Arrêtons-nous un instant sur le sens de ce nom masculin, qui n’est pas là par hasard mais définit le trio tel que le conçoivent Kapsa, Reininger et Fleau : « […] phénomène optique, lié à celui du halo solaire, consistant en l’apparition de deux répliques de l’image du soleil, placées horizontalement de part et d’autre de celui-ci. ». Or, la marque de Sphère est bien l’absence de leader, chaque musicien composant et intervenant à égalité, en répétition comme sur scène, en position tantôt centrale, tantôt latérale, mais toujours au cœur et au service de la musique. Les silhouettes floues qui illustrent la pochette en sont la manifestation visuelle, démonstration d’une vraie volonté collective, mais aussi marque d’une humilité à souligner, confirmée par l’entretien que Jean Kapsa et Maxime Fleau nous ont accordé après le concert de Sphère au Théâtre du Petit Hébertot le 29 mai 2011.

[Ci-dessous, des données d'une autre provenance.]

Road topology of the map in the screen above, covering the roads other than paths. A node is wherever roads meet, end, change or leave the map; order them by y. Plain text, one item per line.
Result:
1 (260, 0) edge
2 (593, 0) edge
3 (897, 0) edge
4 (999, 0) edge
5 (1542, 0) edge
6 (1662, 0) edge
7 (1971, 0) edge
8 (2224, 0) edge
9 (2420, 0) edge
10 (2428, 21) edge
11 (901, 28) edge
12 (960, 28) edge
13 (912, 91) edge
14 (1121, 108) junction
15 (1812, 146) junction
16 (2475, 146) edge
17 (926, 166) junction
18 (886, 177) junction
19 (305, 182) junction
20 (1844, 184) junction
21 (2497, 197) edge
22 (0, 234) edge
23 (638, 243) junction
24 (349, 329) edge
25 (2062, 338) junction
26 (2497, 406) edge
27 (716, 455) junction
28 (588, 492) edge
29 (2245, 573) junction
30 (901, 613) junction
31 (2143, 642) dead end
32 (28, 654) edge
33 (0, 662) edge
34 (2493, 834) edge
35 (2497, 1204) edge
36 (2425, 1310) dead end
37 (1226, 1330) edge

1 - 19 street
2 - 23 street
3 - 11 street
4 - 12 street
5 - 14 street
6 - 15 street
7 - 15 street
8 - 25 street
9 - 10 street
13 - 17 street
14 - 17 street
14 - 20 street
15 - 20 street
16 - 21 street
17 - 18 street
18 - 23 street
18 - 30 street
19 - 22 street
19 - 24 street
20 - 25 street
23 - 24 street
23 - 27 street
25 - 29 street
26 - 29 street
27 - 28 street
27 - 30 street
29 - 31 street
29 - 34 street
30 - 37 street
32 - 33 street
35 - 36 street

Il y a dans Parhélie quelque chose de séduisant qui retient l’attention : un attachement profond à la cause mélodique (les dix compositions sont autant d’invitations (en)chantées), une sobriété de tous les instants, une saine interaction entre les musiciens qui ont bien retenu la leçon de l’improvisation comme proposition individuelle faite au groupe, invitation à l’émulation, et non manifestation d’un ego. Ces trois instrumentistes accomplis n’en viennent jamais à cacher derrière la virtuosité un éventuel manque d’inspiration. Au contraire, c’est leur sens de la retenue, leur manière de suspendre les notes et de créer la tension/l’attention qui nous entraîne dans un univers méditatif et chaleureux. Quand on les interroge sur cette simplicité bienvenue, les musiciens disent qu’elle est le fruit de quatre années de travail : « Au début, on avait tendance à vouloir tout déballer, à l’énergie ; on nous critiquait parfois pour ça. Alors on a vraiment travaillé dans le sens d’une plus grande retenue, il fallait laisser venir la musique, ne pas aller la chercher ».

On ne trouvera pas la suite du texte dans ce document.